The great difficulty in education is to get experience out of ideas.

—George Santayana, 1905

I wonder whether if I had an education I should have been more or less a fool than I am. 

—Alice James, 1889

All that we know is nothing can be known. 

—Lord Byron, 1812

Education has become a prisoner of contemporaneity. It is the past, not the dizzy present, that is the best door to the future.

—Camille Paglia, 1992

If the heavens were all parchment, and the trees of the forest all pens, and every human being were a scribe, it would still be impossible to record all that I have learned from my teachers.

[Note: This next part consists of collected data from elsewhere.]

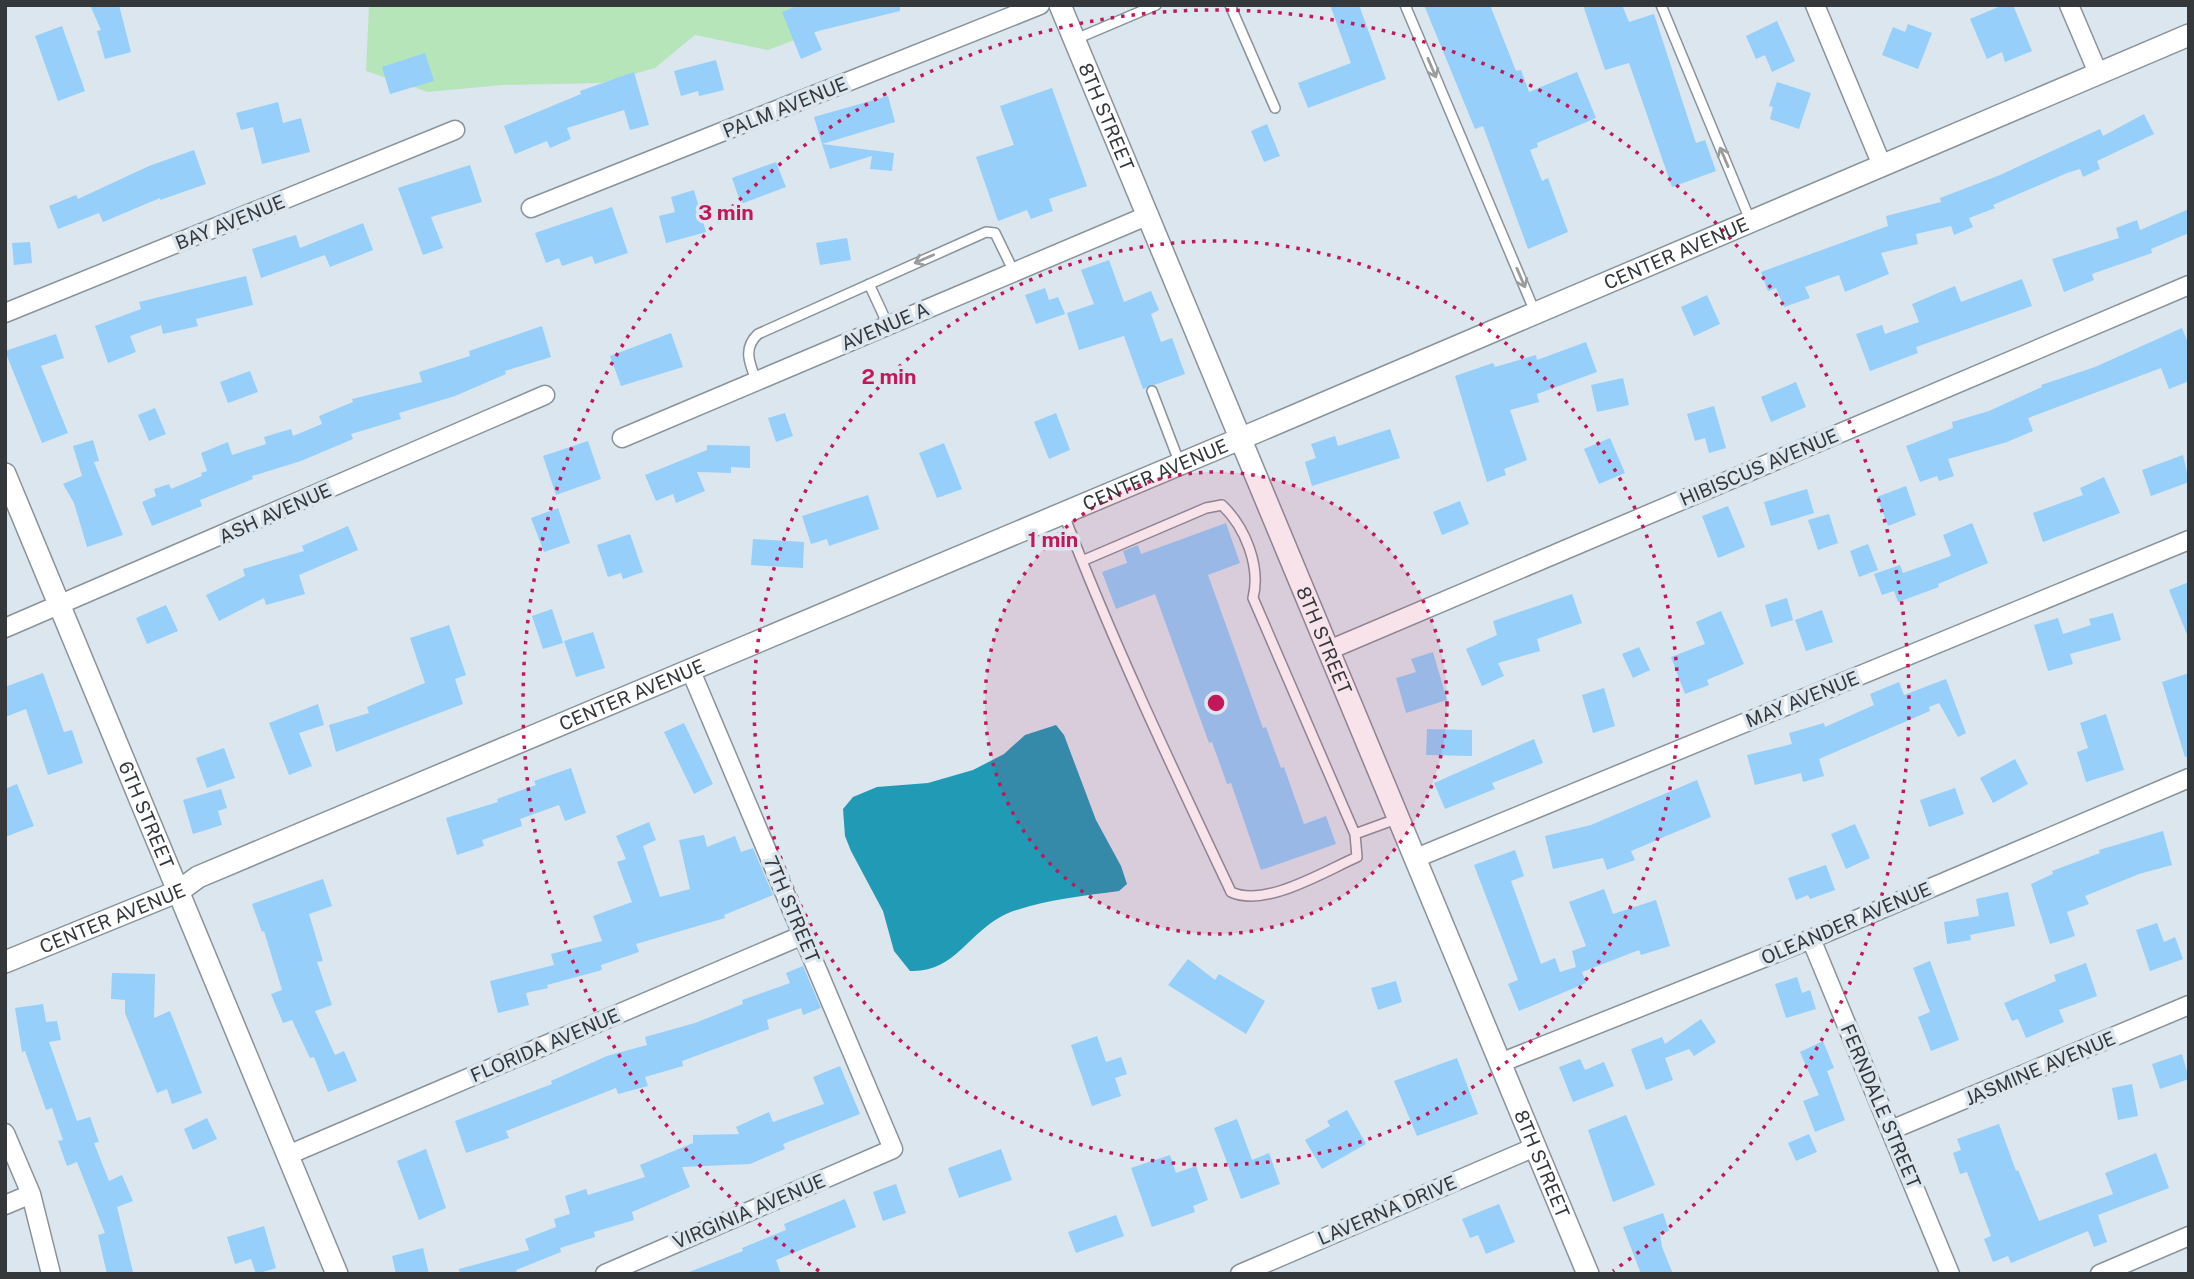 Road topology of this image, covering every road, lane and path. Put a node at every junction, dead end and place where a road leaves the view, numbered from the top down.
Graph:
1 (1040, 5) edge
2 (1060, 5) edge
3 (1156, 5) edge
4 (1230, 5) edge
5 (1405, 5) edge
6 (1661, 5) edge
7 (1815, 5) edge
8 (2069, 5) edge
9 (2189, 35) edge
10 (1074, 40) junction
11 (2098, 73) junction
12 (1275, 108) dead end
13 (454, 130) dead end
14 (1881, 163) junction
15 (531, 208) dead end
16 (1149, 215) junction
17 (1750, 220) junction
18 (1014, 272) junction
19 (869, 284) junction
20 (2189, 285) edge
21 (1535, 312) junction
22 (5, 313) edge
23 (888, 325) junction
24 (756, 380) junction
25 (1152, 391) dead end
26 (545, 395) dead end
27 (622, 438) dead end
28 (1242, 438) junction
29 (1180, 464) junction
30 (5, 474) edge
31 (1063, 513) junction
32 (2189, 540) edge
33 (1082, 561) junction
34 (62, 606) junction
35 (5, 628) edge
36 (1329, 650) junction
37 (690, 668) junction
38 (2189, 778) edge
39 (1399, 818) junction
40 (1355, 834) junction
41 (1416, 858) junction
42 (179, 891) junction
43 (803, 935) junction
44 (1811, 939) junction
45 (5, 962) edge
46 (2189, 1005) edge
47 (1500, 1063) junction
48 (1891, 1130) junction
49 (5, 1133) edge
50 (1535, 1147) junction
51 (893, 1149) joint
52 (288, 1155) junction
53 (31, 1194) junction
54 (5, 1205) edge
55 (2189, 1236) edge
56 (51, 1274) edge
57 (337, 1274) edge
58 (605, 1274) edge
59 (1240, 1274) edge
60 (1588, 1274) edge
61 (1950, 1274) edge
62 (2100, 1274) edge

1 - 15 street, PALM AVENUE
2 - 10 street, 8TH STREET
3 - 10 lane
4 - 12 lane
5 -> 21 lane
17 -> 6 lane
7 - 14 street
8 - 11 street
9 - 11 street, CENTER AVENUE
10 - 16 street, 8TH STREET
11 - 14 street, CENTER AVENUE
13 - 22 street, BAY AVENUE
14 - 17 street, CENTER AVENUE
16 - 18 street, AVENUE A
16 - 28 street, 8TH STREET
17 - 21 street, CENTER AVENUE
18 -> 19 lane
18 - 23 street, AVENUE A
19 - 23 lane
19 - 24 lane
20 - 36 street, HIBISCUS AVENUE
21 - 28 street, CENTER AVENUE
23 - 24 street, AVENUE A
24 - 27 street, AVENUE A
25 - 29 lane
26 - 34 street, ASH AVENUE
28 - 29 street, CENTER AVENUE
28 - 36 street, 8TH STREET
29 - 31 street, CENTER AVENUE
30 - 34 street, 6TH STREET
31 - 33 lane
31 - 37 street, CENTER AVENUE
32 - 41 street, MAY AVENUE
33 - 40 lane
33 - 40 lane
34 - 35 street, ASH AVENUE
34 - 42 street, 6TH STREET
36 - 39 street, 8TH STREET
37 - 42 street, CENTER AVENUE
37 - 43 street, 7TH STREET
38 - 44 street, OLEANDER AVENUE
39 - 40 lane
39 - 41 street, 8TH STREET
41 - 47 street, 8TH STREET
42 - 45 street, CENTER AVENUE
42 - 52 street, 6TH STREET
43 - 51 street, 7TH STREET
43 - 52 street, FLORIDA AVENUE
44 - 47 street, OLEANDER AVENUE
44 - 48 street, FERNDALE STREET
46 - 48 street, JASMINE AVENUE
47 - 50 street, 8TH STREET
48 - 61 street, FERNDALE STREET
49 - 53 street
50 - 59 street, LAVERNA DRIVE
50 - 60 street, 8TH STREET
51 - 58 street, VIRGINIA AVENUE
52 - 57 street, 6TH STREET
53 - 54 street
53 - 56 street
55 - 62 street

—Jochanan ben Zakkai, c. 75

In the first place God made idiots. This was for practice. Then he made school boards.

—Mark Twain, 1897

The ceaseless, senseless demand for original scholarship in a number of fields, where only erudition is now possible, has led either to sheer irrelevancy, the famous knowing of more and more about less and less, or to the development of a pseudo-scholarship which actually destroys its object.

—Hannah Arendt, 1972

I am an old scholar, better-looking now than when I was young. That’s what sitting on your ass does to your face.

—Leonard Cohen, 1970

Spoon feeding in the long run teaches us nothing but the shape of the spoon.

—E.M. Forster, 1951

Repetition is the mother of education.

—Jean Paul, 1807

In large states public education will always be mediocre, for the same reason that in large kitchens the cooking is usually bad. 

—Friedrich Nietzsche, 1878

Real education must ultimately be limited to men who insist on knowing—the rest is mere sheep herding.

—Ezra Pound, 1934

The desire of knowledge, like the thirst of riches, increases ever with the acquisition of it.